ABOUT THIS EXERCISE:
Every line below should be duplicated exactly.

(Dataset entries)
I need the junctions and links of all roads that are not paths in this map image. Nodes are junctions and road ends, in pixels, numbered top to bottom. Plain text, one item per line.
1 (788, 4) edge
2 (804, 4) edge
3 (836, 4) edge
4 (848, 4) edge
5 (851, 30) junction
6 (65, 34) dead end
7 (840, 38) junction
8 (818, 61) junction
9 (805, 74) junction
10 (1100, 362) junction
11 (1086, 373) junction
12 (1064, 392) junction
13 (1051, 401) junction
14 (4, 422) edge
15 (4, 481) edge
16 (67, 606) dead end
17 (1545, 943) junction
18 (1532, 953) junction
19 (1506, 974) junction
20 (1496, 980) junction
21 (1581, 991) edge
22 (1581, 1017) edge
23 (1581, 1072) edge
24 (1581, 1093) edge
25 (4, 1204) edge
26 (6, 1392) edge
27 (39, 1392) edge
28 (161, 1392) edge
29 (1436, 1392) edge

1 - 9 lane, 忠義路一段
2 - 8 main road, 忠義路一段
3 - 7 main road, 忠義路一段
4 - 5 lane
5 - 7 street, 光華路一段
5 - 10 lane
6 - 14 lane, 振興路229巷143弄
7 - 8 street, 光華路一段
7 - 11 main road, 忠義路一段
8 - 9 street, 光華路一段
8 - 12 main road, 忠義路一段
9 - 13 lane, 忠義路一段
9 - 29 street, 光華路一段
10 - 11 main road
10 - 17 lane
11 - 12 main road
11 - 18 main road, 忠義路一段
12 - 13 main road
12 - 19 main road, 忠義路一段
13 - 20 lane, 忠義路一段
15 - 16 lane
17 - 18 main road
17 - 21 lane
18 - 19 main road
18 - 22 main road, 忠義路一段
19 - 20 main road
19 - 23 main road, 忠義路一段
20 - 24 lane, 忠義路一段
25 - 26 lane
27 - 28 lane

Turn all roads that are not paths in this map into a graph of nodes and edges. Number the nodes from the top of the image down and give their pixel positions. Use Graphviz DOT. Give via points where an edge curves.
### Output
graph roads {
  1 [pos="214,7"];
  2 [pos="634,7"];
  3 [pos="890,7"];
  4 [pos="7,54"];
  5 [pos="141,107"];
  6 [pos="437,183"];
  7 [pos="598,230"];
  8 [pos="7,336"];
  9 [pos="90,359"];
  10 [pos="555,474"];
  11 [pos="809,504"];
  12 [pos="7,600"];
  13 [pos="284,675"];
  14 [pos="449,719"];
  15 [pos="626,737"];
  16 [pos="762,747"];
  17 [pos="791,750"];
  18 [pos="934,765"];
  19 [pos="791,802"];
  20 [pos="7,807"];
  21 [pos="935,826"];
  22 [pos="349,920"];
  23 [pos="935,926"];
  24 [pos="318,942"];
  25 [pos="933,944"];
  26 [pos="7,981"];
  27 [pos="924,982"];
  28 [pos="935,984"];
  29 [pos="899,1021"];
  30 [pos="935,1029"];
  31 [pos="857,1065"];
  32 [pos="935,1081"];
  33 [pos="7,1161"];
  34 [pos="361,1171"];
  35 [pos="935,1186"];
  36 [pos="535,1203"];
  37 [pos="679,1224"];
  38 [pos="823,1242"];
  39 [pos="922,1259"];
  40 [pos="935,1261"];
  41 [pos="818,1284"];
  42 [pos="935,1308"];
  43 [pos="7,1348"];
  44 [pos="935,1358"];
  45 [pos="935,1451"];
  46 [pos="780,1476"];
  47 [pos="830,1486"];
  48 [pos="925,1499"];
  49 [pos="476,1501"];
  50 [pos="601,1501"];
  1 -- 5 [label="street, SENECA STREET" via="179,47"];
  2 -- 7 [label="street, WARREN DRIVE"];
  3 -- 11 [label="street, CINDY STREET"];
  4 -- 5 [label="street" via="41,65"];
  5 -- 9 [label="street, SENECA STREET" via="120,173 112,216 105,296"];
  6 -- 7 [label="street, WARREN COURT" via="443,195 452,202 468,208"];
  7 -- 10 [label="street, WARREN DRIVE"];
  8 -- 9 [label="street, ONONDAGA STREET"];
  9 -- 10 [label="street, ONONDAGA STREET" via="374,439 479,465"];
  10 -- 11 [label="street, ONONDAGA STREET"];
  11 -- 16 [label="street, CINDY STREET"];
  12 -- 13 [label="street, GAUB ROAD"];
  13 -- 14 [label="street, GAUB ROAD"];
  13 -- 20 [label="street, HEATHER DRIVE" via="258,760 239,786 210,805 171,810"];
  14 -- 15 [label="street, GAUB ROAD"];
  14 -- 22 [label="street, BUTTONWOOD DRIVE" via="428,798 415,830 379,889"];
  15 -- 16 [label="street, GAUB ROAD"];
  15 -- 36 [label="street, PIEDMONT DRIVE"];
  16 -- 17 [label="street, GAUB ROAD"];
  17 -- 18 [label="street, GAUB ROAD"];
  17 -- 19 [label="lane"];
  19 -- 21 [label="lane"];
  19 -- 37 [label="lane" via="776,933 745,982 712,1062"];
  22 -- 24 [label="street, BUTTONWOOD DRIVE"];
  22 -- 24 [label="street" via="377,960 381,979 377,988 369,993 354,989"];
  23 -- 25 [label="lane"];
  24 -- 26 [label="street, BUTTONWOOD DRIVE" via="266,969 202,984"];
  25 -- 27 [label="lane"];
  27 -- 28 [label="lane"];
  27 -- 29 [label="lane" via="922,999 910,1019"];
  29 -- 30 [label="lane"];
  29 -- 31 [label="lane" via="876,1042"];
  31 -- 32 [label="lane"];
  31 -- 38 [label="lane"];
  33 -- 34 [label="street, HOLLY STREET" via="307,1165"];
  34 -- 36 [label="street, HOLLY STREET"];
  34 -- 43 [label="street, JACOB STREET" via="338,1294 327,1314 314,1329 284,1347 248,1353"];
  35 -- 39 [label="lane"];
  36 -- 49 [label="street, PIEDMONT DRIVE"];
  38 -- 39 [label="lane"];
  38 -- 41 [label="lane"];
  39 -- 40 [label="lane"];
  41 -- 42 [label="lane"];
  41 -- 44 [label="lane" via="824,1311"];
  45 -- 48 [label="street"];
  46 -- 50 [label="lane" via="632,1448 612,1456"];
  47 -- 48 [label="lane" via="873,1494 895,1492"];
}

SOLUTION TO THIS TASK:
I need the junctions and links of all roads that are not paths in this map image. Nodes are junctions and road ends, in pixels, numbered top to bottom. Plain text, one item per line.
1 (788, 4) edge
2 (804, 4) edge
3 (836, 4) edge
4 (848, 4) edge
5 (851, 30) junction
6 (65, 34) dead end
7 (840, 38) junction
8 (818, 61) junction
9 (805, 74) junction
10 (1100, 362) junction
11 (1086, 373) junction
12 (1064, 392) junction
13 (1051, 401) junction
14 (4, 422) edge
15 (4, 481) edge
16 (67, 606) dead end
17 (1545, 943) junction
18 (1532, 953) junction
19 (1506, 974) junction
20 (1496, 980) junction
21 (1581, 991) edge
22 (1581, 1017) edge
23 (1581, 1072) edge
24 (1581, 1093) edge
25 (4, 1204) edge
26 (6, 1392) edge
27 (39, 1392) edge
28 (161, 1392) edge
29 (1436, 1392) edge

1 - 9 lane, 忠義路一段
2 - 8 main road, 忠義路一段
3 - 7 main road, 忠義路一段
4 - 5 lane
5 - 7 street, 光華路一段
5 - 10 lane
6 - 14 lane, 振興路229巷143弄
7 - 8 street, 光華路一段
7 - 11 main road, 忠義路一段
8 - 9 street, 光華路一段
8 - 12 main road, 忠義路一段
9 - 13 lane, 忠義路一段
9 - 29 street, 光華路一段
10 - 11 main road
10 - 17 lane
11 - 12 main road
11 - 18 main road, 忠義路一段
12 - 13 main road
12 - 19 main road, 忠義路一段
13 - 20 lane, 忠義路一段
15 - 16 lane
17 - 18 main road
17 - 21 lane
18 - 19 main road
18 - 22 main road, 忠義路一段
19 - 20 main road
19 - 23 main road, 忠義路一段
20 - 24 lane, 忠義路一段
25 - 26 lane
27 - 28 lane

Turn all roads that are not paths in this map into a graph of nodes and edges. Number the nodes from the top of the image down and give their pixel positions. Use Graphviz DOT. Give via points where an edge curves.
### Output
graph roads {
  1 [pos="214,7"];
  2 [pos="634,7"];
  3 [pos="890,7"];
  4 [pos="7,54"];
  5 [pos="141,107"];
  6 [pos="437,183"];
  7 [pos="598,230"];
  8 [pos="7,336"];
  9 [pos="90,359"];
  10 [pos="555,474"];
  11 [pos="809,504"];
  12 [pos="7,600"];
  13 [pos="284,675"];
  14 [pos="449,719"];
  15 [pos="626,737"];
  16 [pos="762,747"];
  17 [pos="791,750"];
  18 [pos="934,765"];
  19 [pos="791,802"];
  20 [pos="7,807"];
  21 [pos="935,826"];
  22 [pos="349,920"];
  23 [pos="935,926"];
  24 [pos="318,942"];
  25 [pos="933,944"];
  26 [pos="7,981"];
  27 [pos="924,982"];
  28 [pos="935,984"];
  29 [pos="899,1021"];
  30 [pos="935,1029"];
  31 [pos="857,1065"];
  32 [pos="935,1081"];
  33 [pos="7,1161"];
  34 [pos="361,1171"];
  35 [pos="935,1186"];
  36 [pos="535,1203"];
  37 [pos="679,1224"];
  38 [pos="823,1242"];
  39 [pos="922,1259"];
  40 [pos="935,1261"];
  41 [pos="818,1284"];
  42 [pos="935,1308"];
  43 [pos="7,1348"];
  44 [pos="935,1358"];
  45 [pos="935,1451"];
  46 [pos="780,1476"];
  47 [pos="830,1486"];
  48 [pos="925,1499"];
  49 [pos="476,1501"];
  50 [pos="601,1501"];
  1 -- 5 [label="street, SENECA STREET" via="179,47"];
  2 -- 7 [label="street, WARREN DRIVE"];
  3 -- 11 [label="street, CINDY STREET"];
  4 -- 5 [label="street" via="41,65"];
  5 -- 9 [label="street, SENECA STREET" via="120,173 112,216 105,296"];
  6 -- 7 [label="street, WARREN COURT" via="443,195 452,202 468,208"];
  7 -- 10 [label="street, WARREN DRIVE"];
  8 -- 9 [label="street, ONONDAGA STREET"];
  9 -- 10 [label="street, ONONDAGA STREET" via="374,439 479,465"];
  10 -- 11 [label="street, ONONDAGA STREET"];
  11 -- 16 [label="street, CINDY STREET"];
  12 -- 13 [label="street, GAUB ROAD"];
  13 -- 14 [label="street, GAUB ROAD"];
  13 -- 20 [label="street, HEATHER DRIVE" via="258,760 239,786 210,805 171,810"];
  14 -- 15 [label="street, GAUB ROAD"];
  14 -- 22 [label="street, BUTTONWOOD DRIVE" via="428,798 415,830 379,889"];
  15 -- 16 [label="street, GAUB ROAD"];
  15 -- 36 [label="street, PIEDMONT DRIVE"];
  16 -- 17 [label="street, GAUB ROAD"];
  17 -- 18 [label="street, GAUB ROAD"];
  17 -- 19 [label="lane"];
  19 -- 21 [label="lane"];
  19 -- 37 [label="lane" via="776,933 745,982 712,1062"];
  22 -- 24 [label="street, BUTTONWOOD DRIVE"];
  22 -- 24 [label="street" via="377,960 381,979 377,988 369,993 354,989"];
  23 -- 25 [label="lane"];
  24 -- 26 [label="street, BUTTONWOOD DRIVE" via="266,969 202,984"];
  25 -- 27 [label="lane"];
  27 -- 28 [label="lane"];
  27 -- 29 [label="lane" via="922,999 910,1019"];
  29 -- 30 [label="lane"];
  29 -- 31 [label="lane" via="876,1042"];
  31 -- 32 [label="lane"];
  31 -- 38 [label="lane"];
  33 -- 34 [label="street, HOLLY STREET" via="307,1165"];
  34 -- 36 [label="street, HOLLY STREET"];
  34 -- 43 [label="street, JACOB STREET" via="338,1294 327,1314 314,1329 284,1347 248,1353"];
  35 -- 39 [label="lane"];
  36 -- 49 [label="street, PIEDMONT DRIVE"];
  38 -- 39 [label="lane"];
  38 -- 41 [label="lane"];
  39 -- 40 [label="lane"];
  41 -- 42 [label="lane"];
  41 -- 44 [label="lane" via="824,1311"];
  45 -- 48 [label="street"];
  46 -- 50 [label="lane" via="632,1448 612,1456"];
  47 -- 48 [label="lane" via="873,1494 895,1492"];
}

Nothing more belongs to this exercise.